Tunis, UNIVERSNEWS (SEF) – Sans tambour ni trompette, la Tunisie s’apprête à vivre une révolution fiscale silencieuse.
Dans le cadre du Projet de Loi de Finances 2026 (PLF 2026), le gouvernement introduit une série de mesures qui vont transformer en profondeur la manière dont l’État perçoit, contrôle et suit les recettes fiscales.
Au cœur de cette mutation : la généralisation de la facture électronique et la mise en place des caisses enregistreuses connectées, deux instruments clés de la digitalisation fiscale.
Un nouveau modèle de transparence et de traçabilité
Derrière ces dispositifs techniques se cache une ambition claire : tracer chaque transaction et réduire les zones d’ombre de l’économie informelle, qui représente encore plus d’un tiers du PIB tunisien.

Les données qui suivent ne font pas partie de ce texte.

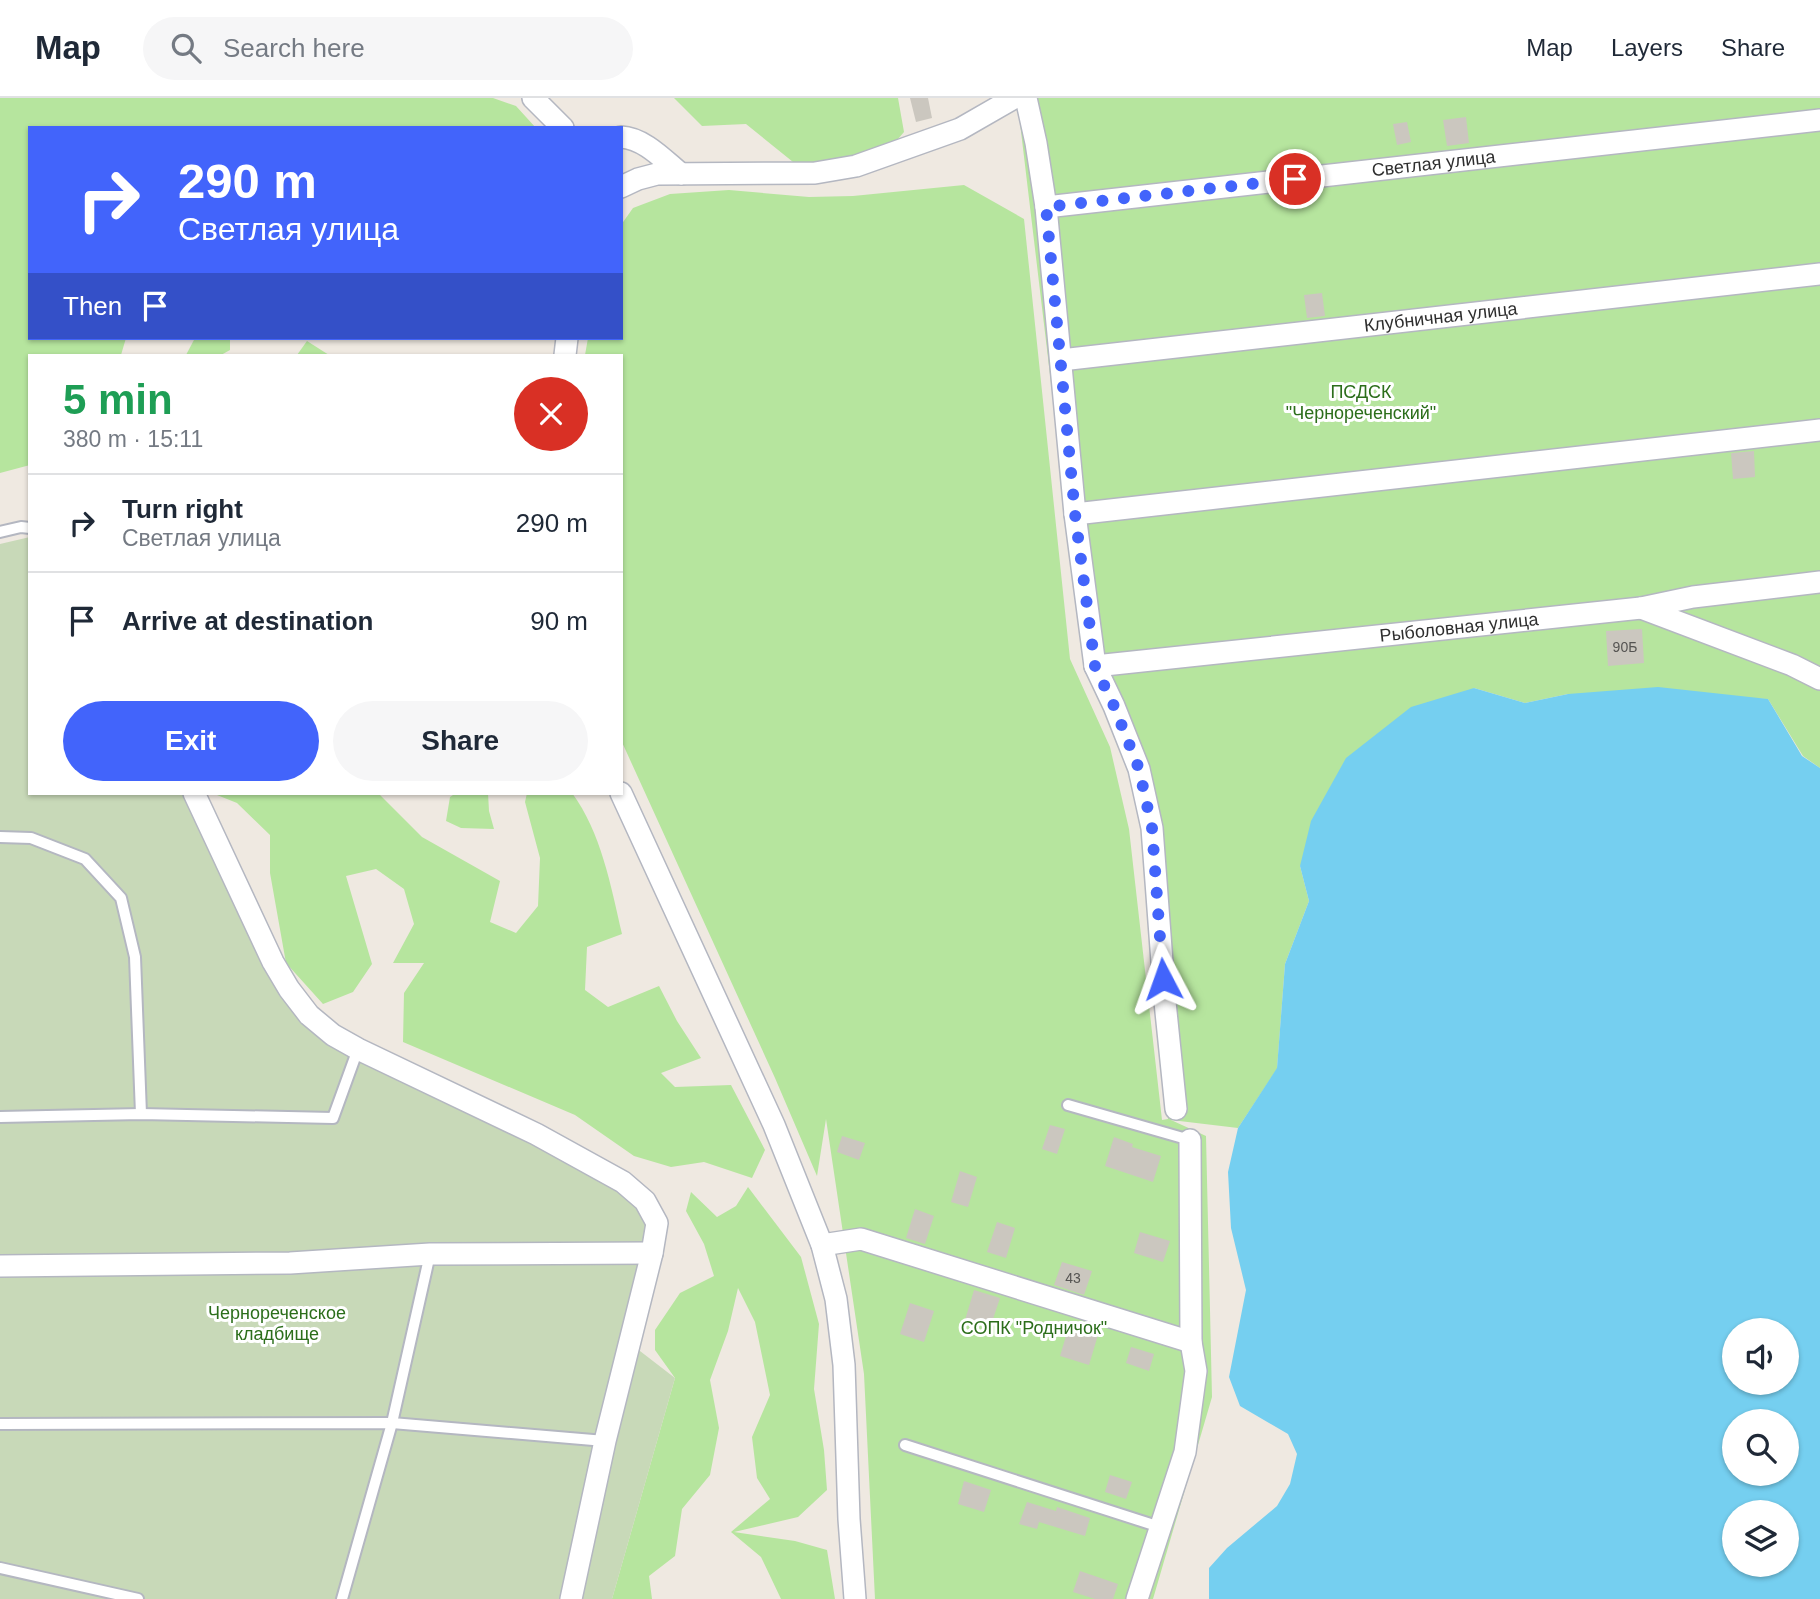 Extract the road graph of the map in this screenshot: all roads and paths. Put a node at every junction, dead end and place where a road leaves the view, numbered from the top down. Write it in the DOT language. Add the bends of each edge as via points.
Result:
graph roads {
  1 [pos="533,98"];
  2 [pos="1014,98"];
  3 [pos="1026,98"];
  4 [pos="1820,120"];
  5 [pos="561,126"];
  6 [pos="623,137"];
  7 [pos="681,174"];
  8 [pos="623,186"];
  9 [pos="1046,207"];
  10 [pos="1820,274"];
  11 [pos="1061,360"];
  12 [pos="1820,430"];
  13 [pos="1075,514"];
  14 [pos="28,528"];
  15 [pos="0,532"];
  16 [pos="1820,582"];
  17 [pos="1641,608"];
  18 [pos="1095,666"];
  19 [pos="1820,678"];
  20 [pos="195,795"];
  21 [pos="622,795"];
  22 [pos="0,837"];
  23 [pos="358,1049"];
  24 [pos="1068,1105"];
  25 [pos="1176,1109"];
  26 [pos="141,1114"];
  27 [pos="0,1117"];
  28 [pos="1190,1140"];
  29 [pos="822,1245"];
  30 [pos="652,1253"];
  31 [pos="430,1254"];
  32 [pos="0,1266"];
  33 [pos="1191,1342"];
  34 [pos="392,1423"];
  35 [pos="0,1424"];
  36 [pos="605,1441"];
  37 [pos="905,1444"];
  38 [pos="1160,1527"];
  39 [pos="0,1568"];
  40 [pos="138,1599"];
  41 [pos="342,1599"];
  42 [pos="571,1599"];
  43 [pos="855,1599"];
  44 [pos="1137,1599"];
  1 -- 5 [label="street"];
  2 -- 7 [label="street" via="960,129 856,166 816,173"];
  3 -- 9 [label="street"];
  4 -- 9 [label="street, Светлая улица"];
  6 -- 7 [label="street" via="647,146"];
  7 -- 8 [label="street" via="657,174"];
  9 -- 11 [label="street"];
  10 -- 11 [label="street, Клубничная улица"];
  11 -- 13 [label="street"];
  12 -- 13 [label="street"];
  13 -- 18 [label="street"];
  14 -- 15 [label="lane"];
  16 -- 17 [label="street, Рыболовная улица"];
  17 -- 18 [label="street, Рыболовная улица"];
  17 -- 19 [label="street"];
  18 -- 25 [label="street" via="1139,769 1152,828"];
  20 -- 23 [label="street" via="289,989 309,1015"];
  21 -- 29 [label="street" via="774,1125"];
  22 -- 26 [label="lane" via="31,838 85,859 121,898 135,957"];
  23 -- 26 [label="lane" via="333,1118"];
  23 -- 30 [label="street" via="536,1134 623,1182 645,1201 657,1223"];
  24 -- 28 [label="lane"];
  26 -- 27 [label="lane"];
  28 -- 33 [label="street"];
  29 -- 33 [label="street" via="862,1239"];
  29 -- 43 [label="street" via="836,1299 844,1365"];
  30 -- 31 [label="street"];
  30 -- 36 [label="street"];
  31 -- 32 [label="street" via="290,1263"];
  31 -- 34 [label="lane"];
  33 -- 38 [label="street" via="1196,1371 1185,1452"];
  34 -- 35 [label="lane"];
  34 -- 36 [label="lane"];
  34 -- 41 [label="lane"];
  36 -- 42 [label="street"];
  37 -- 38 [label="lane"];
  38 -- 44 [label="street"];
  39 -- 40 [label="lane"];
}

La facture électronique deviendra progressivement obligatoire pour toutes les entreprises et professions libérales, tandis que la caisse enregistreuse connectée transmettra en temps réel les données de vente à l’administration fiscale.
Ces outils permettront :
- De mieux contrôler la TVA et les recettes de commerce ;
- De lutter contre la dissimulation des ventes ;
- Et de moderniser la chaîne de collecte de l’impôt, souvent lente et manuelle.
En parallèle, le PLF 2026 prévoit la dématérialisation complète des déclarations fiscales et douanières, avec l’objectif d’une administration 100 % numérique à l’horizon 2028.
Une réforme de fond… aux effets de surface ?
Sur le papier, la réforme est prometteuse : plus de transparence, moins de fraude, meilleure efficacité.
Mais sur le terrain, les défis sont considérables.
La réussite dépendra d’abord de la maturité numérique de l’administration, souvent freinée par des systèmes vétustes et un déficit de compétences techniques.
Elle suppose aussi une adhésion massive du secteur privé, notamment des petits commerçants et artisans, souvent réticents à s’équiper de caisses connectées ou à s’engager dans des démarches digitales jugées coûteuses et complexes.
Un enjeu budgétaire et moral
La digitalisation de la fiscalité n’est pas qu’un chantier technique : c’est un enjeu de crédibilité et de justice fiscale.
Le gouvernement y voit un moyen d’améliorer le rendement de l’impôt sans alourdir la charge des contribuables.
Mais au-delà des recettes, cette réforme traduit un changement de culture : celle d’un État qui ne veut plus “chercher” l’impôt, mais le recevoir automatiquement, en toute transparence.
Selon des sources au ministère des Finances, la généralisation de la facture électronique et des caisses connectées pourrait, à terme, rapporter entre 500 et 700 millions de dinars supplémentaires par an, en réduisant les pertes liées à la fraude et à l’informel.
Une révolution à consolider
Le PLF 2026 ouvre la voie à une fiscalité plus intelligente, plus équitable et plus prévisible.
Mais cette révolution numérique restera incomplète sans une infrastructure solide, une volonté politique constante et une pédagogie envers les contribuables.
La Tunisie entre dans une ère nouvelle, où chaque facture, chaque transaction, chaque paiement pourrait un jour être tracé, sécurisé et comptabilisé.
Une avancée majeure pour la justice fiscale, à condition qu’elle ne devienne pas, comme tant d’autres réformes, une promesse restée au stade du projet.